2013 Spring Term 1 Lecture 2 Video Formation and Representation Wen-Hsiao Peng ( 彭文孝 ) Multimedia Architecture and Processing Lab (MAPL) Department of Computer Science National Chiao Tung University 1 Mar. 2013 Hsinchu, Taiwan

Preface 2 The previous lecture talks about what light is and how it is perceived by our visual system to initiate color vision. In this lecture, we shall have a look at methods for capturing and representing video signals.

Video Signal 3 When we refer to a video, we are actually referring to a sequence of moving images, each is the perspective projection of a 3 D scene onto a 2 D image plane. This drawing by Durer clearly conveys the idea of perspective projection. Normally, we refer to a point in the image plane as a pixel or a pel, especially when we talk about digital imagery.

Color Video Camera 4 This block diagram shows you the typical imaging pipeline in a video camera. As can be seen, to capture color information, there are three types of sensors, each has a frequency response determined by the color matching functions of the chosen primary.

Color Video Camera 5 Most cameras nowadays use CCD or CMOS sensors for digital color imaging.
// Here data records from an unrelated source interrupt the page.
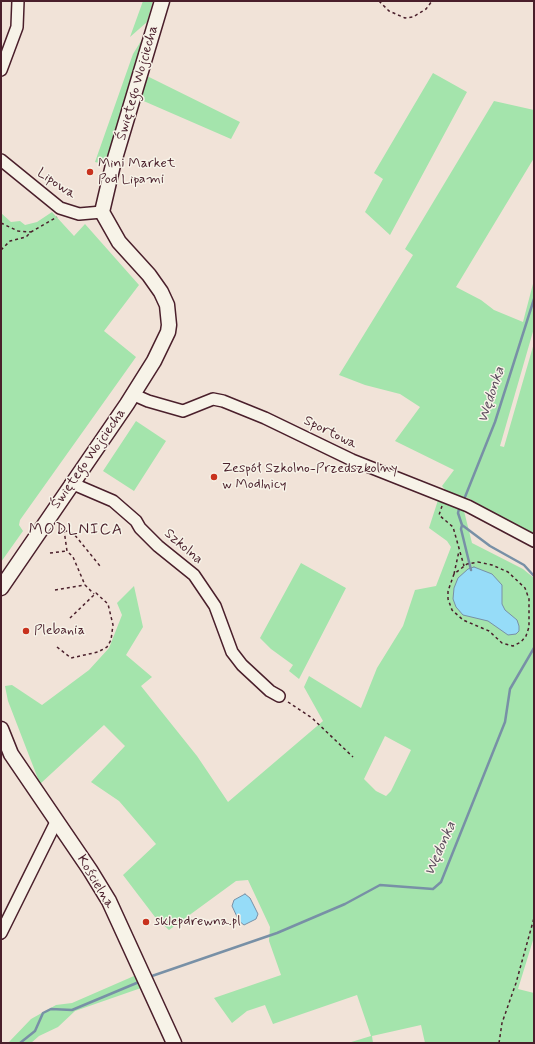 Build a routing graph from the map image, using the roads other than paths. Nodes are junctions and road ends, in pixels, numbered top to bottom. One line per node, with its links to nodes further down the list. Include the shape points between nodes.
1 (18, 1): 3 (street, via 17,27)
2 (162, 1): 5 (street, Świętego Wojciecha, via 113,166)
3 (1, 70)
4 (1, 160): 5 (street, Lipowa, via 60,208 78,214)
5 (102, 212): 6 (street, Świętego Wojciecha, via 119,242 149,275 167,305 169,326 158,354)
6 (132, 394): 7 (street, Świętego Wojciecha); 8 (street, Sportowa, via 183,412 213,399 223,401 265,418 352,460 468,506)
7 (71, 483): 9 (street, Świętego Wojciecha); 10 (street, Szkolna, via 113,500 158,546 194,575 215,606 232,652 242,665)
8 (534, 541)
9 (1, 588)
10 (279, 696)
11 (1, 729): 12 (street, Kościelna, via 11,754)
12 (56, 822): 13 (street); 14 (street, Kościelna, via 109,901)
13 (1, 932)
14 (174, 1043) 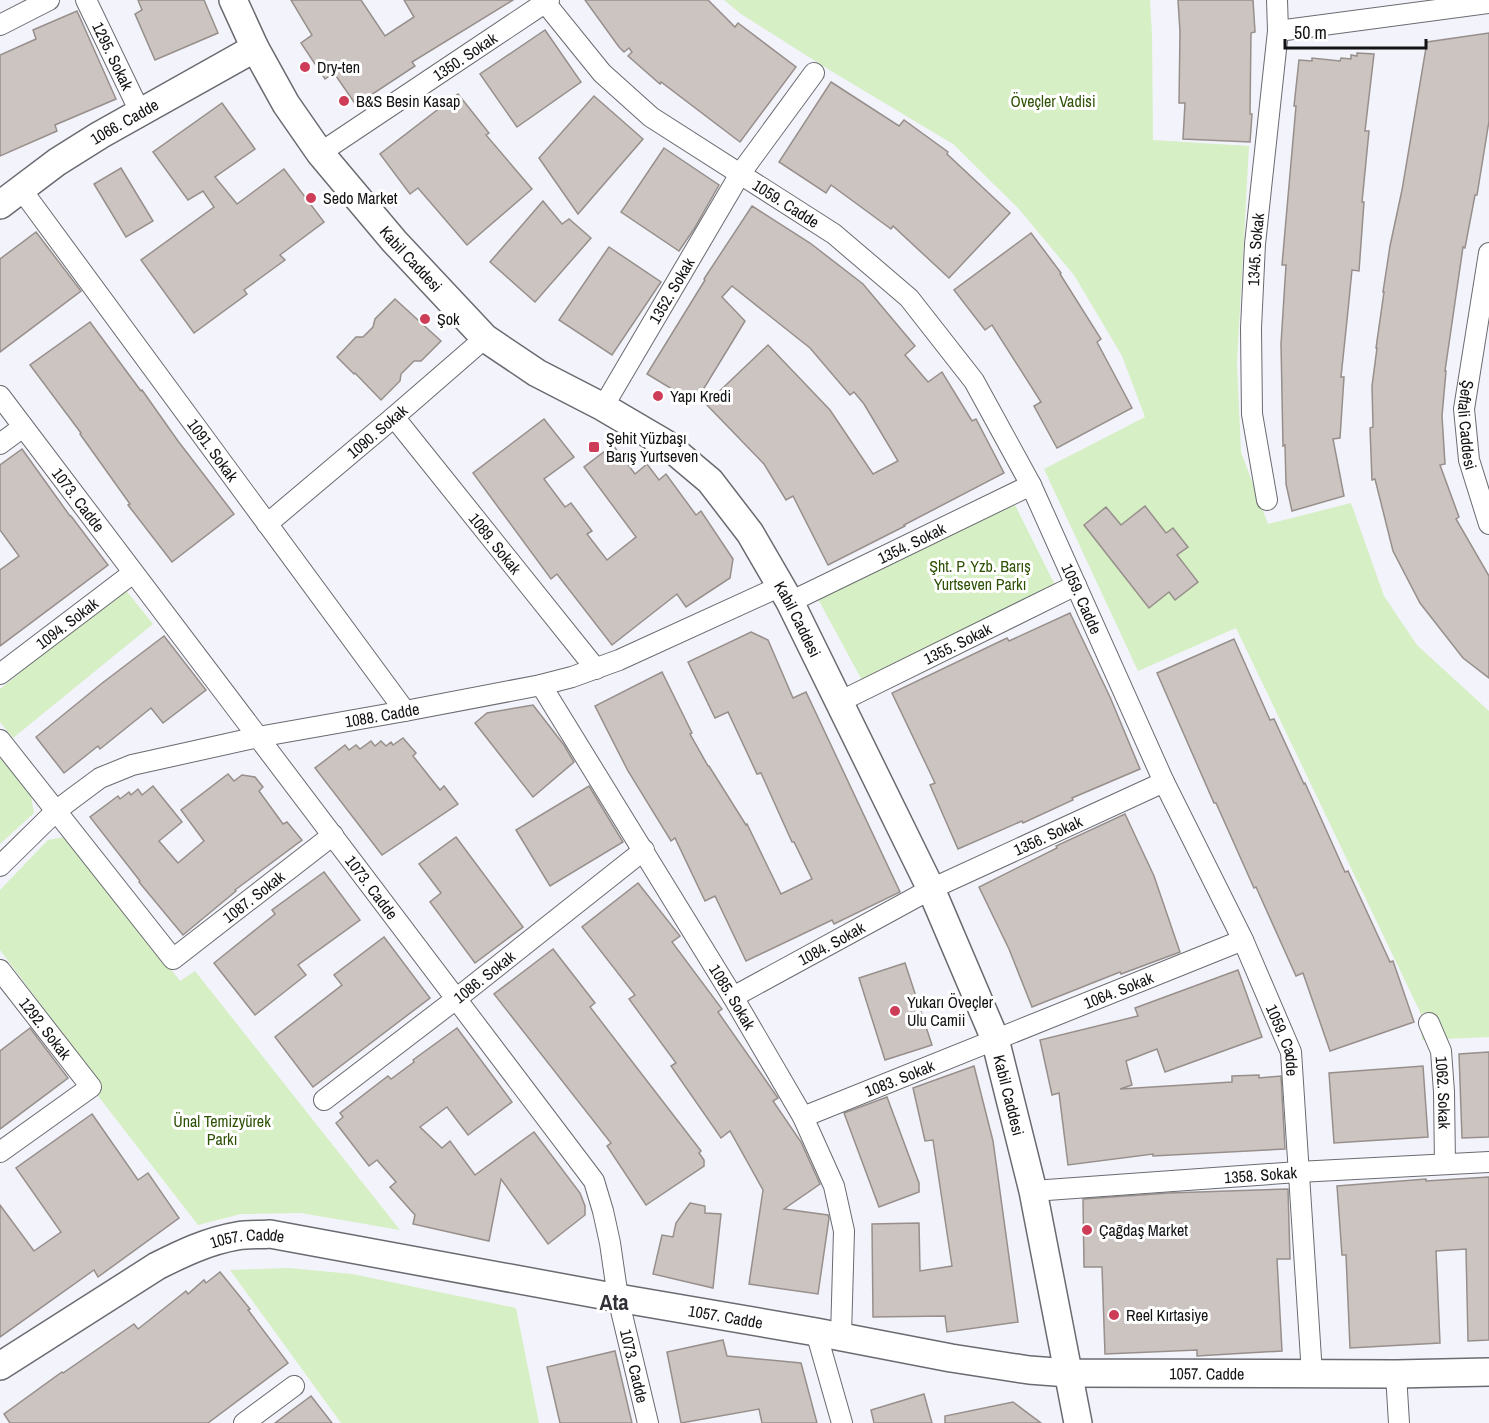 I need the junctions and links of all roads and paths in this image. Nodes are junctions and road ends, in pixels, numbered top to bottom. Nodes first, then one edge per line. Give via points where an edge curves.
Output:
1 (49, 0) edge
2 (86, 0) edge
3 (233, 0) edge
4 (1277, 0) edge
5 (546, 1) edge
6 (1489, 3) edge
7 (0, 25) edge
8 (1278, 31) junction
9 (255, 48) junction
10 (814, 72) dead end
11 (140, 112) junction
12 (320, 153) junction
13 (741, 174) junction
14 (11, 197) edge
15 (1489, 252) edge
16 (485, 338) junction
17 (0, 396) edge
18 (603, 407) junction
19 (394, 417) junction
20 (23, 427) junction
21 (0, 444) edge
22 (1031, 485) junction
23 (1267, 500) dead end
24 (267, 524) junction
25 (1489, 524) edge
26 (133, 573) junction
27 (1076, 585) junction
28 (786, 594) junction
29 (596, 669) junction
30 (0, 674) edge
31 (541, 685) junction
32 (839, 702) junction
33 (405, 711) junction
34 (258, 737) junction
35 (0, 740) edge
36 (1164, 782) junction
37 (56, 811) junction
38 (333, 835) junction
39 (644, 850) junction
40 (0, 866) edge
41 (932, 889) junction
42 (1243, 940) junction
43 (0, 970) edge
44 (733, 997) junction
45 (456, 999) junction
46 (1429, 1023) dead end
47 (995, 1039) junction
48 (324, 1100) dead end
49 (803, 1117) junction
50 (0, 1152) edge
51 (1489, 1162) edge
52 (1445, 1164) junction
53 (1298, 1172) junction
54 (1033, 1191) junction
55 (618, 1298) junction
56 (829, 1334) junction
57 (0, 1366) edge
58 (1069, 1372) junction
59 (1489, 1372) edge
60 (1312, 1374) junction
61 (1396, 1374) junction
62 (294, 1386) dead end
63 (244, 1423) edge
64 (648, 1423) edge
65 (842, 1423) edge
66 (1078, 1423) edge
67 (1399, 1423) edge

1 - 7 street
2 - 11 street, 1295. Sokak
3 - 9 street, Kabil Caddesi
4 - 8 street, 1345. Sokak
5 - 12 street, 1350. Sokak
5 - 13 street, 1059. Cadde via 602,73 651,117
6 - 8 street
8 - 23 street, 1345. Sokak via 1255,244 1251,328 1252,414
9 - 11 street, 1066. Cadde
9 - 12 street, Kabil Caddesi via 286,104
10 - 13 street, 1352. Sokak
11 - 14 street, 1066. Cadde via 57,162
12 - 16 street, Kabil Caddesi via 394,241
13 - 18 street, 1352. Sokak
13 - 22 street, 1059. Cadde via 834,234 909,298 974,381
14 - 24 street, 1091. Sokak
15 - 25 street, Şeftali Caddesi via 1464,409 1469,460
16 - 18 street, Kabil Caddesi via 537,373
16 - 19 street, 1090. Sokak
17 - 20 street, 1073. Cadde
18 - 28 street, Kabil Caddesi via 666,444 710,481 750,533
19 - 24 street, 1090. Sokak
19 - 29 street, 1089. Sokak
20 - 21 street
20 - 26 street, 1073. Cadde
22 - 27 street, 1059. Cadde
22 - 28 street, 1354. Sokak
24 - 33 street, 1091. Sokak
26 - 30 street, 1094. Sokak
26 - 34 street, 1073. Cadde
27 - 32 street, 1355. Sokak
27 - 36 street, 1059. Cadde
28 - 29 street, 1088. Cadde
28 - 32 street, Kabil Caddesi
29 - 31 street, 1088. Cadde
31 - 33 street, 1088. Cadde
31 - 39 street, 1085. Sokak
32 - 41 street, Kabil Caddesi
33 - 34 street, 1088. Cadde
34 - 37 street, 1088. Cadde via 132,765 100,778
34 - 38 street, 1073. Cadde
35 - 37 street
36 - 41 street, 1356. Sokak
36 - 42 street, 1059. Cadde
37 - 38 street, 1087. Sokak via 173,959
37 - 40 street, 1088. Cadde
38 - 45 street, 1073. Cadde
39 - 44 street, 1085. Sokak
39 - 45 street, 1086. Sokak
41 - 44 street, 1084. Sokak
41 - 47 street, Kabil Caddesi
42 - 47 street, 1064. Sokak
42 - 53 street, 1059. Cadde via 1291,1052
43 - 50 street, 1292. Sokak via 91,1087
44 - 49 street, 1085. Sokak
45 - 48 street, 1086. Sokak
45 - 55 street, 1073. Cadde via 594,1181 610,1243
46 - 52 street, 1062. Sokak via 1441,1051
47 - 49 street, 1083. Sokak
47 - 54 street, Kabil Caddesi
49 - 56 street, 1085. Sokak via 834,1186 844,1231
51 - 52 street, 1358. Sokak
52 - 53 street, 1358. Sokak
53 - 54 street, 1358. Sokak
53 - 60 street, 1059. Cadde
54 - 58 street, Kabil Caddesi
55 - 56 street, 1057. Cadde
55 - 57 street, 1057. Cadde via 297,1238 270,1234 240,1236 211,1242 157,1266
55 - 64 street, 1073. Cadde
56 - 58 street, 1057. Cadde via 992,1365
56 - 65 street, 1085. Sokak
58 - 60 street, 1057. Cadde
58 - 66 street, Kabil Caddesi
59 - 61 street, 1057. Cadde
60 - 61 street, 1057. Cadde
61 - 67 street
62 - 63 street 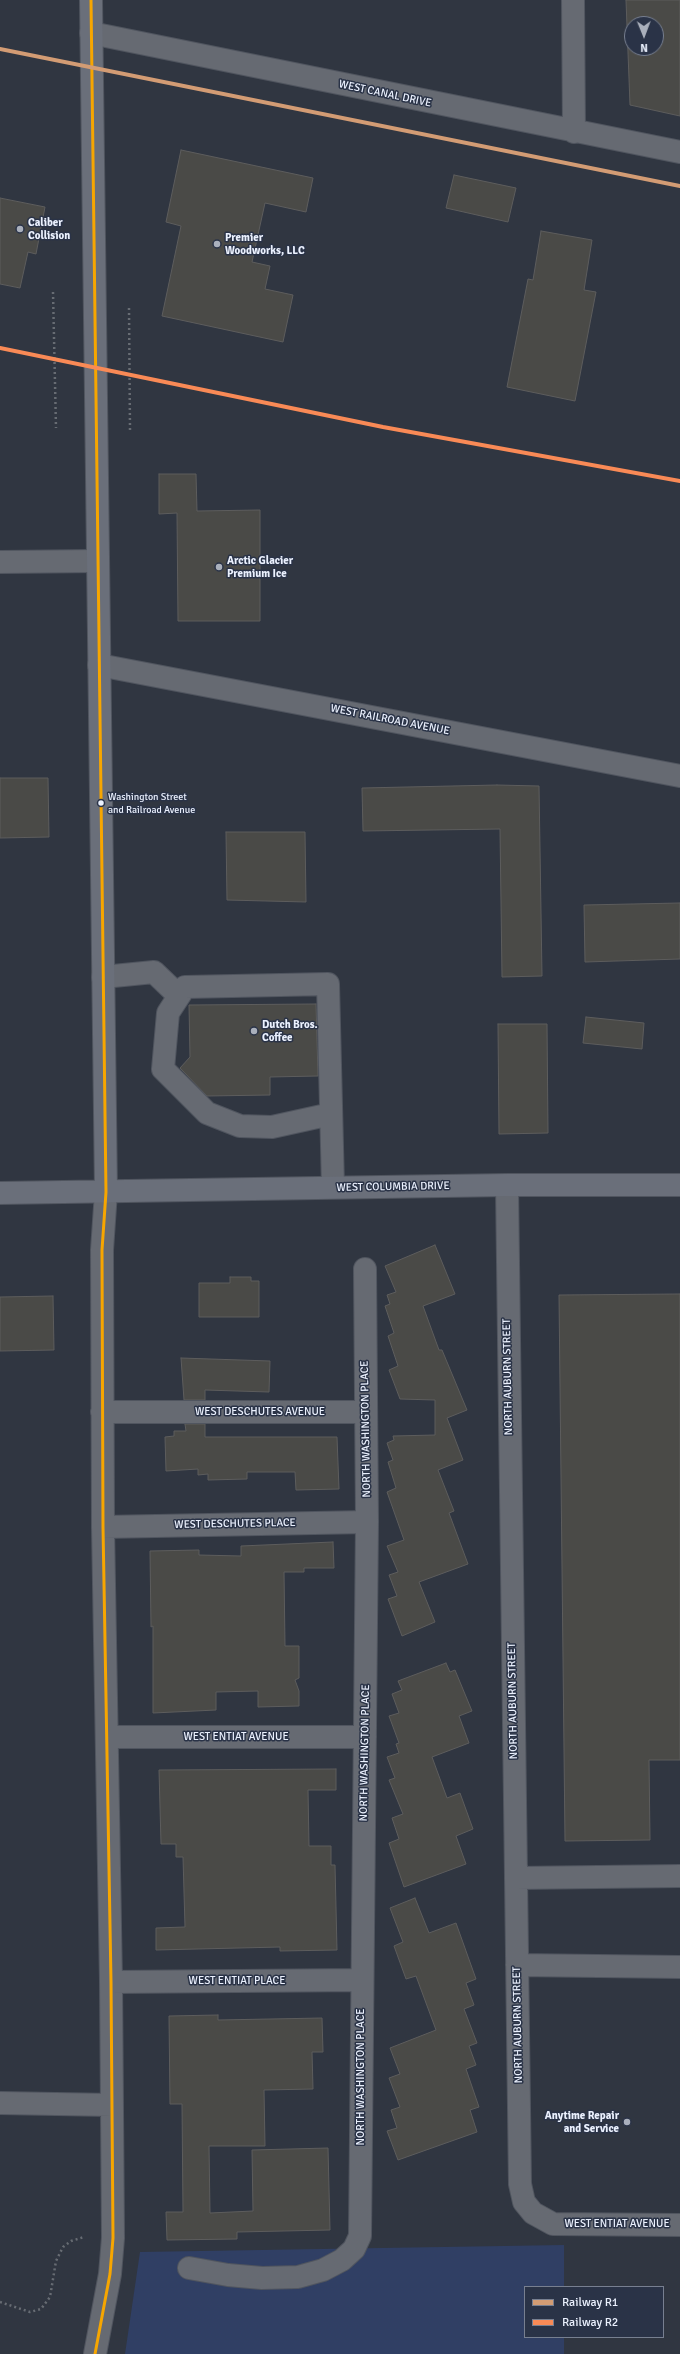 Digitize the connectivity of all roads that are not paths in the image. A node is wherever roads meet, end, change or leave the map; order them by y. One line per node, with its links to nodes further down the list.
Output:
1 (91, 0): 3 (main road)
2 (572, 0): 4 (street)
3 (91, 33): 4 (street, WEST CANAL DRIVE); 6 (main road)
4 (574, 132): 5 (street, WEST CANAL DRIVE)
5 (680, 152)
6 (98, 560): 7 (street); 8 (main road)
7 (0, 562)
8 (99, 665): 9 (street, WEST RAILROAD AVENUE); 10 (main road)
9 (680, 776)
10 (103, 977): 11 (street); 16 (main road)
11 (179, 996): 12 (street); 12 (street)
12 (331, 1114): 15 (street)
13 (507, 1185): 14 (main road, WEST COLUMBIA DRIVE); 15 (main road, WEST COLUMBIA DRIVE); 26 (street, NORTH AUBURN STREET)
14 (680, 1185)
15 (333, 1187): 16 (main road, WEST COLUMBIA DRIVE)
16 (106, 1192): 17 (main road, WEST COLUMBIA DRIVE); 19 (street)
17 (0, 1194)
18 (365, 1269): 20 (street, NORTH WASHINGTON PLACE)
19 (102, 1412): 20 (street, WEST DESCHUTES AVENUE); 22 (street)
20 (366, 1412): 21 (street, NORTH WASHINGTON PLACE)
21 (367, 1522): 22 (street, WEST DESCHUTES PLACE); 24 (street, NORTH WASHINGTON PLACE)
22 (103, 1527): 23 (street)
23 (107, 1737): 24 (street, WEST ENTIAT AVENUE); 30 (street)
24 (365, 1737): 29 (street, NORTH WASHINGTON PLACE)
25 (680, 1876): 26 (street)
26 (516, 1878): 27 (street, NORTH AUBURN STREET)
27 (517, 1965): 28 (street); 33 (street, NORTH AUBURN STREET)
28 (680, 1967)
29 (362, 1980): 30 (street, WEST ENTIAT PLACE); 35 (street, NORTH WASHINGTON PLACE)
30 (111, 1982): 32 (street)
31 (0, 2103): 32 (street)
32 (112, 2105): 36 (street)
33 (533, 2213): 34 (street, WEST ENTIAT AVENUE)
34 (680, 2225)
35 (189, 2268)
36 (95, 2354) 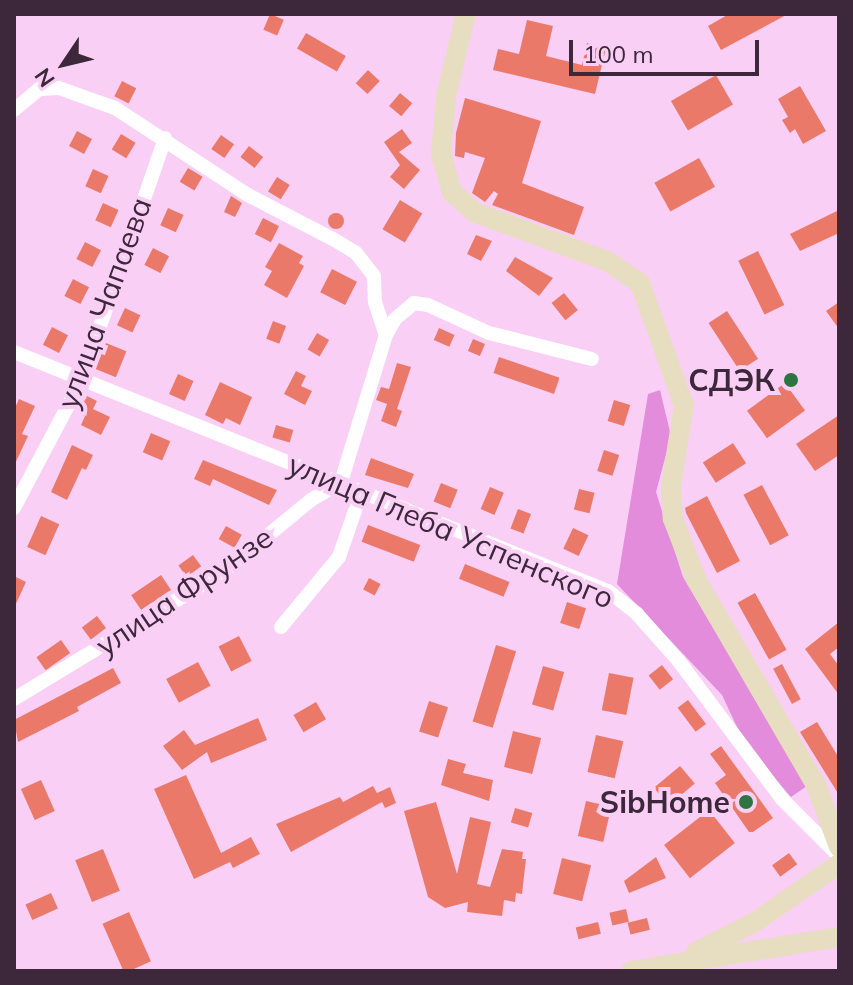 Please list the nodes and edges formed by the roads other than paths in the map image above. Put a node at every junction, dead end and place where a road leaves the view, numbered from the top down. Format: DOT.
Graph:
graph roads {
  1 [pos="466,14"];
  2 [pos="14,110"];
  3 [pos="165,138"];
  4 [pos="386,335"];
  5 [pos="14,352"];
  6 [pos="592,359"];
  7 [pos="81,381"];
  8 [pos="341,482"];
  9 [pos="361,493"];
  10 [pos="14,508"];
  11 [pos="281,627"];
  12 [pos="14,699"];
  13 [pos="839,847"];
  14 [pos="839,856"];
  15 [pos="839,864"];
  16 [pos="839,937"];
  17 [pos="674,963"];
  18 [pos="631,971"];
  1 -- 13 [label="street"];
  2 -- 3 [label="street"];
  3 -- 4 [label="street"];
  3 -- 7 [label="street, улица Чапаева"];
  4 -- 6 [label="street"];
  4 -- 8 [label="street"];
  5 -- 7 [label="street, улица Глеба Успенского"];
  7 -- 8 [label="street, улица Глеба Успенского"];
  7 -- 10 [label="street, улица Чапаева"];
  8 -- 9 [label="street, улица Глеба Успенского"];
  8 -- 12 [label="street, улица Фрунзе"];
  9 -- 11 [label="street"];
  9 -- 14 [label="street, улица Глеба Успенского"];
  15 -- 17 [label="street"];
  16 -- 17 [label="street"];
  17 -- 18 [label="street"];
}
Normally, with these sensors, only one color value can be sampled at a point, and the sampling pattern is usually 50% Green, 25% Red and 25% Blue. Green color has a higher sampling rate because, as we have seen in our first lecture, it captures the most of brightness information. To get a complete set of RGB values for each point, interpolation is required. Recently, there appear some advanced sensors, which can acquire all three color values at a single point without interpolation.

Color Video Camera 6 For more efficient processing and transmission, most cameras will further convert the captured RGB values into more independent luminance and chrominance information.

Progressive and Interlaced Scan This slide presents two different ways for sampling a video signal; one is progressive sampling and the other is interlaced sampling. With progressive sampling, a video signal is sampled as a sequence of complete video frames, just like what you would normally do with sampling. But, with interlaced sampling, we keep only half of the information in a complete frame each time. That is, we sample only the even numbered lines at one instance, and then proceed with the odd numbered lines at the next. The pictures so obtained are called field pictures. Also, the field containing the first and following alternating lines is referred to as the top field and that containing the second and following alternating lines as the bottom field. 7

Progressive and Interlaced Scan 8 Since field pictures have a lower vertical resolution, they are normally sampled twice more frequently than frame pictures along the temporal dimension. That is, with the same data rate, we can send twice as many field pictures as the number of frame pictures in a progressive sequence. As a result, an interlaced sequence tends to have smoother motion when played back. This is the motivation for using the interlaced sampling.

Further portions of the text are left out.